I am a compulsive reader, always have been. So if a problem rears it’s head, my first reaction is “is there a book about this?” Part of it, to be honest, was an attempt to stay in my left brain and intellectualize away from those messy, confusing feelings. I really struggled with the fact that I couldn’t get through the healing process just by understanding it. The Boundary Ninja often said that if it was just about knowing the facts, that when a client came through the door, he would be able to just hand them a book “How to Heal” and say, have a nice life. 🙂 I often found that to be incredibly frustrating. Later, as I came to understand that the real healing in therapy wasn’t about what you knew, but about what you experienced with your therapist, I kept reading to keep my left brain occupied and out of the way (not to mention the fact that I just became fascinated about the brain, human development and psychotherapy). But, as the Boundary Ninja and I once discussed, it wasn’t just about distraction. My ability to understand the process and the necessity of experiencing the feelings helped me to find the courage to actually feel.
Below is a short list of books I found especially helpful along the way, with a short description of why. As for General Theory of Love, I’ve pushed this book so hard I really should consider contacting the publisher and asking for a commission.
A General Theory of Love by Thomas Lewis et al A wonderful lyrical book that still manages to explain basic neurobiology, and attachment theory and why love is at the center of being human. This book helped me immensely to understand that I could heal and that I needed to be dependent on my therapist for awhile in order to heal. I cannot recommend this enough. The Boundary Ninja actually read this at my recommendation and then said to me “S#$%, that’s another book I don’t get to write.”
The Wounded Heart by Dan Allender This is wonderful book on healing from childhood incest that I read twice while recovering memories. This was especially useful because it provided a model of forgiveness that finally allowed me to understand what forgiveness really was and how I might be able to do it. Very long story behind that I’ll get to telling someday. It is however, written from Christian worldview for those of you who have other beliefs in case that would make you uncomfortable. Although I believe there’s still a lot of valuable stuff in here even if you don’t agree with the beliefs. Dan Allender also wrote “The Healing Path” which I also found helpful.

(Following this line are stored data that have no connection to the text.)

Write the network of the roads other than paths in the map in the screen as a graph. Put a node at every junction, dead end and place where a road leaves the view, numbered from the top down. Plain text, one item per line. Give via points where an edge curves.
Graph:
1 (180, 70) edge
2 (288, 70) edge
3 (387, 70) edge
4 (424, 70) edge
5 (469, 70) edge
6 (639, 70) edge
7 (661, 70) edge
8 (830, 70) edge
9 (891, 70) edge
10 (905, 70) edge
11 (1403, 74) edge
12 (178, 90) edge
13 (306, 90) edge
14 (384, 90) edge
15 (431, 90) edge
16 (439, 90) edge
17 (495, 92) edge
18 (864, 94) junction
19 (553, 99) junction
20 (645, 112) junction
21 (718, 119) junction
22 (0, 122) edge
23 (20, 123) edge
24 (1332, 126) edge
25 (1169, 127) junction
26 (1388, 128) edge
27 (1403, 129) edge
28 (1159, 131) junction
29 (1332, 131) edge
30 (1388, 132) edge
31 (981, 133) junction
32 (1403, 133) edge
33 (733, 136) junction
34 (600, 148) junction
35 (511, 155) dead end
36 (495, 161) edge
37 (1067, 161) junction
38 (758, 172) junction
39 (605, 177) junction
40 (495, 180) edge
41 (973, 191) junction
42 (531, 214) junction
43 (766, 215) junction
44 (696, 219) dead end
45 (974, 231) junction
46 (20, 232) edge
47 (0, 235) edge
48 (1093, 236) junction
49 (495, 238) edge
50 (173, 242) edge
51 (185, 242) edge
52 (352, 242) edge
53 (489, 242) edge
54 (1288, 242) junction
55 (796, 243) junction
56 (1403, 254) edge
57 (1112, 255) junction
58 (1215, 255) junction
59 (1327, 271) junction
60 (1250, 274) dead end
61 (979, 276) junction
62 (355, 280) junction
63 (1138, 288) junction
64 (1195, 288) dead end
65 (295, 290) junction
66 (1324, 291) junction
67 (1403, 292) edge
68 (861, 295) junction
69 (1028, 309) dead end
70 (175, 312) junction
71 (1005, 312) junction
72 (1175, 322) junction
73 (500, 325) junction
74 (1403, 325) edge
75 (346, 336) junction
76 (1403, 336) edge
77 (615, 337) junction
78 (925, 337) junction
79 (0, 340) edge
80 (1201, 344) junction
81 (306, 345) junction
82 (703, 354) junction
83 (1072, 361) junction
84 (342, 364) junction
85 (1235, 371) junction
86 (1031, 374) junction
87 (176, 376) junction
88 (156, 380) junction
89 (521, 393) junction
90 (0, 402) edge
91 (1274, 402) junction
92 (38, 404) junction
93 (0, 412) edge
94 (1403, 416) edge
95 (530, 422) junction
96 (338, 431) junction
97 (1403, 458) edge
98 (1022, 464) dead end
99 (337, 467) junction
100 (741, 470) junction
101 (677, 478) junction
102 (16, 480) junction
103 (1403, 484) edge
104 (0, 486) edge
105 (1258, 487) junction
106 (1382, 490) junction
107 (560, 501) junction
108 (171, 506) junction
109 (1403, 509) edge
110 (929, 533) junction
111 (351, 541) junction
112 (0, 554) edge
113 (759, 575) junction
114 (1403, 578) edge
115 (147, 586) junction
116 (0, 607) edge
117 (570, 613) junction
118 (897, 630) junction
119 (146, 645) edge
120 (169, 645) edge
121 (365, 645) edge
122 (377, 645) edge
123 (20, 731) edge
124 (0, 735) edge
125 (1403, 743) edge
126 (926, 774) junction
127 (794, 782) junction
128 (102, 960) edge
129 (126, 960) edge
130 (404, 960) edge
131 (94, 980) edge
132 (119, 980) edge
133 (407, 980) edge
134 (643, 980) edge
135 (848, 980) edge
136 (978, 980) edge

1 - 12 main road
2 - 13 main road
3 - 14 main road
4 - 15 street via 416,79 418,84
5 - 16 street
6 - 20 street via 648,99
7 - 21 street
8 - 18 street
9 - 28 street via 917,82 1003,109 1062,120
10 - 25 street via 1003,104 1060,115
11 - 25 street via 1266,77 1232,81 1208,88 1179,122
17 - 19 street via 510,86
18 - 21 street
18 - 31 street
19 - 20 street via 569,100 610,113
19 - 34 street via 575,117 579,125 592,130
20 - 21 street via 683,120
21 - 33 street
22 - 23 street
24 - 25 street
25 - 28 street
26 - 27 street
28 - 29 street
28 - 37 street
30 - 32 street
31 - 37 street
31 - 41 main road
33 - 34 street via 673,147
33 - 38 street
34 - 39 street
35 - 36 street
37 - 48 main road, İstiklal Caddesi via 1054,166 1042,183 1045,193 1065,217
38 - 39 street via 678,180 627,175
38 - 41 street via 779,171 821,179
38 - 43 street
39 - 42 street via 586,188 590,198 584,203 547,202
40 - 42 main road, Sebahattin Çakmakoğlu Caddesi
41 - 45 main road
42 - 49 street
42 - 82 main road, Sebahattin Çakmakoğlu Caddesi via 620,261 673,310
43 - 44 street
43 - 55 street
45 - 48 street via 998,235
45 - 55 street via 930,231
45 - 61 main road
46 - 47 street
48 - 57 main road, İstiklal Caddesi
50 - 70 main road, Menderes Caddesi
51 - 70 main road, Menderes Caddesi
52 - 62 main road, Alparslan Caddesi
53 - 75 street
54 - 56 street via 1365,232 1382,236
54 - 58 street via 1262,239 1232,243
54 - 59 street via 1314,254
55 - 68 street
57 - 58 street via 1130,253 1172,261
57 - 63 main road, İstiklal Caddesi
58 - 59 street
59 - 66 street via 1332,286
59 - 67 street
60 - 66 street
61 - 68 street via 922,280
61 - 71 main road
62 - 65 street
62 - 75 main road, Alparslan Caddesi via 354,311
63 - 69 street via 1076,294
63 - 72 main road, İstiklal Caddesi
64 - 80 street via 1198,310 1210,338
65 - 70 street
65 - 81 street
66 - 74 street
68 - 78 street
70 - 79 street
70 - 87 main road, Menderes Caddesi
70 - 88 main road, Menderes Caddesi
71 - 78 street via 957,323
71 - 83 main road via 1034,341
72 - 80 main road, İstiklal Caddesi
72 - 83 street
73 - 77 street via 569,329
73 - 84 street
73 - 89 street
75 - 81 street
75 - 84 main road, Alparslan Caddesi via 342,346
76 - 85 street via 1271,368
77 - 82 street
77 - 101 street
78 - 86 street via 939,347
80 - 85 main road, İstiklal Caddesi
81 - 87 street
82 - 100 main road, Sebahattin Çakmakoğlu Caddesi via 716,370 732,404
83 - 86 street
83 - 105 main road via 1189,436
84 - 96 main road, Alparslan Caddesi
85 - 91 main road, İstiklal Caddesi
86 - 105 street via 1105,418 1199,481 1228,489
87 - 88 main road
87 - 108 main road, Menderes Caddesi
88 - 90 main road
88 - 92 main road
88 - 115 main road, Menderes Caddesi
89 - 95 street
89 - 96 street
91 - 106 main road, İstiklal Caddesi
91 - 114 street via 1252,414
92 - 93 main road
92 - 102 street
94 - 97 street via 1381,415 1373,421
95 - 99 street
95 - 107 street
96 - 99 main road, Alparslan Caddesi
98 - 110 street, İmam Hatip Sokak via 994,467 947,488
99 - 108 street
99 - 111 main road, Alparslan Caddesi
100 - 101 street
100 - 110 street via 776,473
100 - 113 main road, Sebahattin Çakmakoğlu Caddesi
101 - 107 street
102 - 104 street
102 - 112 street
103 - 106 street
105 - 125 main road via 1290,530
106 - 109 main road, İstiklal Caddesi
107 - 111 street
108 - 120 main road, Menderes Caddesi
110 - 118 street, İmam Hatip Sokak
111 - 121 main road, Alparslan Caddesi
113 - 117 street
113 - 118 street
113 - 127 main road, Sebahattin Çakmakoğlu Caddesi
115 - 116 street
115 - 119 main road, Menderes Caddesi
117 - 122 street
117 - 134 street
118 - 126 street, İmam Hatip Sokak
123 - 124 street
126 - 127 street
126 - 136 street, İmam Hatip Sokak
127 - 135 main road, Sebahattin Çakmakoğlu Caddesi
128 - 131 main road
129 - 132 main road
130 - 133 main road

Boundaries by Drs. Cloud and Townsend This book is a really lucid, clear explanation of healthy boundaries and how they work. I found it indispensable since they had never been modeled for me. This book is also written from a Christian viewpoint but the authors also base the principles on their clinical practices. I would highly recommend this for anyone struggling with understanding boundaries. They have a companion book called Boundaries in Marriage that my husband and I both read and found extremely helpful.
Parenting from the Inside Out by Dan Seigel and Mary Hartzell This is a book the Boundary Ninja recommended when I asked him for a layman’s book on attachment theory. Even though it’s a parenting book (and I wish I had read it much earlier) it’s also an excellent explanation of attachment theory and human development. The best part is that it’s written for laymen but with highlighted, easy to skip sections that go into the science of neurobiology for those interested. Dan Seigel is a leading researcher, practitioner, and author of Interpersonal Neurobiology. He’s written a number of books which address Mindfulness but they’re VERY tough going, I’m still trying to make it through A Mindful Brain. But this book was the one that allowed me to see what I struggled with as development gone awry that could be repaired instead of some innate pathology that made me damaged goods.
Kitchen Table Wisdom by Rachel Naomi Remen Another book recommended by the Boundary Ninja that was life-changing for me. The author is a counselor for patients with cancer, some of whom are terminal. The book is a re-telling of stories, both hers and her patients and is incredibly powerful and moving conveying truths that are so hard to articulate but somehow this book manages to do so. My poor therapist, after I read this book I actually came to a session with a copy of it with like 15 yellow stickies in it.
Attachment in Psychotherapy by David Wallin Read this one because the Boundary Ninja was reading it (one of my favorite things about the man was the ever changing pile of books on his table. Found a lot of good books just by perusing his piles. :D) and I ran across it while looking for more information on attachment. Very heavy going at times because this is a book written for therapists; incredibly valuable though for insight into understanding how attachment injuries affect us and what you need to heal from them. I believe this book should be required reading for every therapist.